DIRECTIONS FOR THIS TASK: Copy out each line of the material in which the word "shape" appears.
** EXERCISE MATERIAL follows **
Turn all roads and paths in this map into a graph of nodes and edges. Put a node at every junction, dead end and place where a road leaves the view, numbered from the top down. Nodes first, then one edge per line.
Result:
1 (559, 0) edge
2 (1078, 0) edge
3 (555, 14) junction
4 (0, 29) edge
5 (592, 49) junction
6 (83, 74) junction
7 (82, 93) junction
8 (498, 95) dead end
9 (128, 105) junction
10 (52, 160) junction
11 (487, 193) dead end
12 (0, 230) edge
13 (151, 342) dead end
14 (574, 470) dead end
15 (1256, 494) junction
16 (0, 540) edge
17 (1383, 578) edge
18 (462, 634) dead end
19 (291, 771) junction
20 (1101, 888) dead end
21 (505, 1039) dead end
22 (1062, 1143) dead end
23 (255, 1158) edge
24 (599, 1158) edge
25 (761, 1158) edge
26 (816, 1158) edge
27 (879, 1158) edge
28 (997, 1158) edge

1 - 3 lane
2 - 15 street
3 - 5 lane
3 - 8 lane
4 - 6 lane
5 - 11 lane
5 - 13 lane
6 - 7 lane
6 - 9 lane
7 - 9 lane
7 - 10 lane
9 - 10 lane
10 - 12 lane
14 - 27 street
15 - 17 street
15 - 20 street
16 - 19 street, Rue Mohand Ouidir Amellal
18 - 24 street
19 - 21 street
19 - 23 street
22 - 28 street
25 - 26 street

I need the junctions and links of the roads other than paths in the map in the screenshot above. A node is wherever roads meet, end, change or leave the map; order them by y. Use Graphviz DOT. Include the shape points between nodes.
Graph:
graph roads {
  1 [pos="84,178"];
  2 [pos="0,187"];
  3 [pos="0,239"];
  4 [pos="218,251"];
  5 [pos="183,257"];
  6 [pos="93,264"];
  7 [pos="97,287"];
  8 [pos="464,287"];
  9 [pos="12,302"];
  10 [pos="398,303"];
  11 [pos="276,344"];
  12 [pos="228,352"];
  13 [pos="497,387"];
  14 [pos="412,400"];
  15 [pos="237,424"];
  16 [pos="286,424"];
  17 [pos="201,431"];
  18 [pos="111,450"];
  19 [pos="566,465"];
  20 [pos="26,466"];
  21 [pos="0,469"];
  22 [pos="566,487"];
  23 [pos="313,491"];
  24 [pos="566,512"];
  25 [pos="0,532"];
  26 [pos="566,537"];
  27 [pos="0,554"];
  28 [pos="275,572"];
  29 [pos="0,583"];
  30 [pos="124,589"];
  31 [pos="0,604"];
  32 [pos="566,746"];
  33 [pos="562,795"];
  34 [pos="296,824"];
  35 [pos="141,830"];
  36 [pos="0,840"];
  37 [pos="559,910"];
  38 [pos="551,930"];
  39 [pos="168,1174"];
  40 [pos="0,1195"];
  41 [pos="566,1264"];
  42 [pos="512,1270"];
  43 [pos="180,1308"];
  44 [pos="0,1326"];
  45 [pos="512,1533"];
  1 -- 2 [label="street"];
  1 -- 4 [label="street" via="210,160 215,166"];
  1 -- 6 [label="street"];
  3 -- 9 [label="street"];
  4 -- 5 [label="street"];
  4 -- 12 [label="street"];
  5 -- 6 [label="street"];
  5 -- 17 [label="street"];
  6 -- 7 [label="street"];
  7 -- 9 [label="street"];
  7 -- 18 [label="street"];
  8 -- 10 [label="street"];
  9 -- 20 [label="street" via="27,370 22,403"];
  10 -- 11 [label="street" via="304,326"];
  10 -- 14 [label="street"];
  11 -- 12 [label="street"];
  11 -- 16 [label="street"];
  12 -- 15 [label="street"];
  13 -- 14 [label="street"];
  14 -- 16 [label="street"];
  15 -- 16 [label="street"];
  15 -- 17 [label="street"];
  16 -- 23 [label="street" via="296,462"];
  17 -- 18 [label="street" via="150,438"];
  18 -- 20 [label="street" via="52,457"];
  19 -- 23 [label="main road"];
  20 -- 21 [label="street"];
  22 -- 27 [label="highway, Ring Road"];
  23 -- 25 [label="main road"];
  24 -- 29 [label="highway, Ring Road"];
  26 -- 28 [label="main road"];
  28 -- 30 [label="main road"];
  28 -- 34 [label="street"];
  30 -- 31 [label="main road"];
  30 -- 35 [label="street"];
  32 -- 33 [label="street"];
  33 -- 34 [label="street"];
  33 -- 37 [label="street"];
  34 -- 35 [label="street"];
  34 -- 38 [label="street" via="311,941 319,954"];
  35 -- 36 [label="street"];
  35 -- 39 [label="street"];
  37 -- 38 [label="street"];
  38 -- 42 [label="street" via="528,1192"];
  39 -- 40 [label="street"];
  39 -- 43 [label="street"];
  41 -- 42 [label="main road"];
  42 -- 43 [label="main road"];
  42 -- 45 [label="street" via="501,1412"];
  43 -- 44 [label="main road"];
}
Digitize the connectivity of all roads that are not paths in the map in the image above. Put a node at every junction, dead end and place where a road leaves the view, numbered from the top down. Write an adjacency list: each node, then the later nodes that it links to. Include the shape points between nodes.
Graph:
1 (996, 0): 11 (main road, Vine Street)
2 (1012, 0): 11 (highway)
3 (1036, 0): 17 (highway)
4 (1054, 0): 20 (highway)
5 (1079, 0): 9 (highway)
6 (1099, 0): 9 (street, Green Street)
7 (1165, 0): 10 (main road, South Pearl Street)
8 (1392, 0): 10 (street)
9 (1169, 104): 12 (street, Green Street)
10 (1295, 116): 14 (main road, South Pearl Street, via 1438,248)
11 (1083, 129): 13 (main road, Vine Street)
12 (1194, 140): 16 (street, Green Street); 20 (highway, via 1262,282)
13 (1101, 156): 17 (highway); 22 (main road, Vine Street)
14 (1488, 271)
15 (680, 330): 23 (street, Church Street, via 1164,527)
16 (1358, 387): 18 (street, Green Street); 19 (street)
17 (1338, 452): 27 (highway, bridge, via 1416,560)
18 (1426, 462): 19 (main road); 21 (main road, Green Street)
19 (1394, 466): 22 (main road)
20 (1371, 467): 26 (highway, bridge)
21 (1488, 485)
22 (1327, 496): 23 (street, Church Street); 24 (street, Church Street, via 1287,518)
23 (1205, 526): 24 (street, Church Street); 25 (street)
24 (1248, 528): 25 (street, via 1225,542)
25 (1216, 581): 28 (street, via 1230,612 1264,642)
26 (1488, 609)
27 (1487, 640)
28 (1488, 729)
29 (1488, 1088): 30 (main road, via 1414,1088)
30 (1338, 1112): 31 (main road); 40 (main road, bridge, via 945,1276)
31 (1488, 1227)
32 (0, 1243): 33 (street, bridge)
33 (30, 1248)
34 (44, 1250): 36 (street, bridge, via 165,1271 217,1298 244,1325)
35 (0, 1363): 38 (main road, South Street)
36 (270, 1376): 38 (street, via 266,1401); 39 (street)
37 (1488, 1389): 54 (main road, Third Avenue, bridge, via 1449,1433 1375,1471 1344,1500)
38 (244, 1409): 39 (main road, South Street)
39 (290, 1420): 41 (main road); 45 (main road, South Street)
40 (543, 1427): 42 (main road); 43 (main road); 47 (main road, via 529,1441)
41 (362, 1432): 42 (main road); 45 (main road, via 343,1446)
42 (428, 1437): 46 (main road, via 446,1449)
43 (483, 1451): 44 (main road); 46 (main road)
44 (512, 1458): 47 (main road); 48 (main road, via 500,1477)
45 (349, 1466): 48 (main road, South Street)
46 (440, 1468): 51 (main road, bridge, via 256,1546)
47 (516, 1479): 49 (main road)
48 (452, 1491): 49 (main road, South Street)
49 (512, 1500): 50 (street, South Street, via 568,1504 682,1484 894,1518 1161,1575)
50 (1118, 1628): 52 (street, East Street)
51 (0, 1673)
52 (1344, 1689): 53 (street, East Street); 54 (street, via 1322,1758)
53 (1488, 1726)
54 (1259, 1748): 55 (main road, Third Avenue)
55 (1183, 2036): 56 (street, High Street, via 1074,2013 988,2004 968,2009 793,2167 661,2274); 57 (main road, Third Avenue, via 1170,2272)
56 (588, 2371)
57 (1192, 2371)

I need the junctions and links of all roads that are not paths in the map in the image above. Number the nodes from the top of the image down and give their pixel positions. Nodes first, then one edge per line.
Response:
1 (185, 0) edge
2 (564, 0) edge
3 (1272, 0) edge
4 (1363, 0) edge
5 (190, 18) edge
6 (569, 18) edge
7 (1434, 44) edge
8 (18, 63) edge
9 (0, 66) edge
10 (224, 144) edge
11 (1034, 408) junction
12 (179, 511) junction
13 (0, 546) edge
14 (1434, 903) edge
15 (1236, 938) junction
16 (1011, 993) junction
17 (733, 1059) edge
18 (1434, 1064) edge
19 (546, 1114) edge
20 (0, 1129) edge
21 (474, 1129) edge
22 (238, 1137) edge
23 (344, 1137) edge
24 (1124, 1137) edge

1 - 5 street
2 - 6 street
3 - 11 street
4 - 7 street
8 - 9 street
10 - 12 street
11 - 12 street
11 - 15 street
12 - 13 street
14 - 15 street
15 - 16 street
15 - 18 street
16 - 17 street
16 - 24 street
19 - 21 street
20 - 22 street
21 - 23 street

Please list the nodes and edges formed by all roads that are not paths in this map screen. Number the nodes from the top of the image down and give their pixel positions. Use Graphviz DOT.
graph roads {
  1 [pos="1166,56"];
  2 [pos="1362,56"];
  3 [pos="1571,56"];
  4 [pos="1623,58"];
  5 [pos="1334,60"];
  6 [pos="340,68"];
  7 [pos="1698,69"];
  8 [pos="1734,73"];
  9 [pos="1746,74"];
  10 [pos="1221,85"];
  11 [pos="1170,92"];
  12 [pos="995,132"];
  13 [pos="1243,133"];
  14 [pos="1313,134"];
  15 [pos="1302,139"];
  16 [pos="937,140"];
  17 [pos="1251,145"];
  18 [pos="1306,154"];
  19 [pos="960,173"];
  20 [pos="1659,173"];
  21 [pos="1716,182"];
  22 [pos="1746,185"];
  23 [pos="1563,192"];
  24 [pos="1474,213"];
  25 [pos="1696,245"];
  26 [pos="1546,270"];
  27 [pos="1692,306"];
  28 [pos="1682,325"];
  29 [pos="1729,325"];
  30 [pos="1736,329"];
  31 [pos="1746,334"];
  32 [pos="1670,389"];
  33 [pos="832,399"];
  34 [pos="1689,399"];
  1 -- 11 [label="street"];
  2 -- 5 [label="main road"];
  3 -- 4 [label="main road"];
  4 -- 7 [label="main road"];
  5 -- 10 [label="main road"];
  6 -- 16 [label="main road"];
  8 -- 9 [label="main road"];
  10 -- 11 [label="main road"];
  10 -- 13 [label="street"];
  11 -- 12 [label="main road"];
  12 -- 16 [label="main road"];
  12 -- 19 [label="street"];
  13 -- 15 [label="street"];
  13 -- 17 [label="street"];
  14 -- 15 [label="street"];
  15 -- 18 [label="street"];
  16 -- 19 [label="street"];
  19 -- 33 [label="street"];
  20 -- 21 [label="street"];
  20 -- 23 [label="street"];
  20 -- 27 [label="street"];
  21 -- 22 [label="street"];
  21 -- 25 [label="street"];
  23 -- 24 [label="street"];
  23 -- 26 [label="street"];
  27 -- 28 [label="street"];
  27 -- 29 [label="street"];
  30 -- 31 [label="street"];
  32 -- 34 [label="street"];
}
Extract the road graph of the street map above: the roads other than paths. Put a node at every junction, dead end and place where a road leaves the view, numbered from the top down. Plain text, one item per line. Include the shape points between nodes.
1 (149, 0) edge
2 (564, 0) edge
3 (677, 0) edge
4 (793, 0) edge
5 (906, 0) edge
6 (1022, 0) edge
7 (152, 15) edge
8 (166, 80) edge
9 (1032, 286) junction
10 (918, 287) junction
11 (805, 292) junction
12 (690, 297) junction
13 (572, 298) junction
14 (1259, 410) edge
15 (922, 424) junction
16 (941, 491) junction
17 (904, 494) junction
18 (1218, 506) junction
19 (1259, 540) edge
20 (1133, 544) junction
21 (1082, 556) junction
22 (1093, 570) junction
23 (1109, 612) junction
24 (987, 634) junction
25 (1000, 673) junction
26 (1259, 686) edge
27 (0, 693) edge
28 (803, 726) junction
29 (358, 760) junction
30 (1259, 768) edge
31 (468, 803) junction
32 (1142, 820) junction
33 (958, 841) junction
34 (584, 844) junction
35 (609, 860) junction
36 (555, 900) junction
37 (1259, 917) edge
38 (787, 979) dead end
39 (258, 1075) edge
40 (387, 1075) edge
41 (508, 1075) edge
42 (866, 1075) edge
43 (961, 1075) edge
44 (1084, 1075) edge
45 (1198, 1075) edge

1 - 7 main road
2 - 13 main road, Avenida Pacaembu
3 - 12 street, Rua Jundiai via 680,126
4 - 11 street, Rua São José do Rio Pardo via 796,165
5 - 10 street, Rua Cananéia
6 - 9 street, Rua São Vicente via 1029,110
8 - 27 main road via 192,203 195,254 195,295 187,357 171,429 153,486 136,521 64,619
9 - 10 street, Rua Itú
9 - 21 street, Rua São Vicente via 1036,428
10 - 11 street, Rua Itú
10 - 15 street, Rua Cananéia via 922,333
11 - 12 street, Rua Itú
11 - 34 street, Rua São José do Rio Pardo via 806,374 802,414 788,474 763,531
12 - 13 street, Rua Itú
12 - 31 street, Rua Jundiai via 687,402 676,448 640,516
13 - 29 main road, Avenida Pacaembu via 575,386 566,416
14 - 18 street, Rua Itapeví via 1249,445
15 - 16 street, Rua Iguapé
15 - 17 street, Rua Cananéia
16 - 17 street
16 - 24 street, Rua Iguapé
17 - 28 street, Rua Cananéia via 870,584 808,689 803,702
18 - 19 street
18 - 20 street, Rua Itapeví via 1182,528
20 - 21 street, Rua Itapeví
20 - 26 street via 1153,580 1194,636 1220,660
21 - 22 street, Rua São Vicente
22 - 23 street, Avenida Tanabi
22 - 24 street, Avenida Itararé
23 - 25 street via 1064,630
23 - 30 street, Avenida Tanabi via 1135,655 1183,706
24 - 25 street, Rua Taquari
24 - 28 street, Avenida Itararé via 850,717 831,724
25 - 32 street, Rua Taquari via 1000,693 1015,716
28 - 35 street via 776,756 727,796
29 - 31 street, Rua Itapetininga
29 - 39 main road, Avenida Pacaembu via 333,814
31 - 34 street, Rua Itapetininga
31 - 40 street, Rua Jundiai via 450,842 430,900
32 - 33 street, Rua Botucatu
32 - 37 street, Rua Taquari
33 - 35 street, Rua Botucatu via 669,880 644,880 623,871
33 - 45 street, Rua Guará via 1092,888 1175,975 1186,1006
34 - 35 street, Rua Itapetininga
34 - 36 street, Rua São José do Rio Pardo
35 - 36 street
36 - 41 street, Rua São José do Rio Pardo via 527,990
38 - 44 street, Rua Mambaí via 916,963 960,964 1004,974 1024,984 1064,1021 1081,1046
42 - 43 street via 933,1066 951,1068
** End of EXERCISE MATERIAL **
COMPLETED TASK:
I need the junctions and links of the roads other than paths in the map in the screenshot above. A node is wherever roads meet, end, change or leave the map; order them by y. Use Graphviz DOT. Include the shape points between nodes.
Digitize the connectivity of all roads that are not paths in the map in the image above. Put a node at every junction, dead end and place where a road leaves the view, numbered from the top down. Write an adjacency list: each node, then the later nodes that it links to. Include the shape points between nodes.
Extract the road graph of the street map above: the roads other than paths. Put a node at every junction, dead end and place where a road leaves the view, numbered from the top down. Plain text, one item per line. Include the shape points between nodes.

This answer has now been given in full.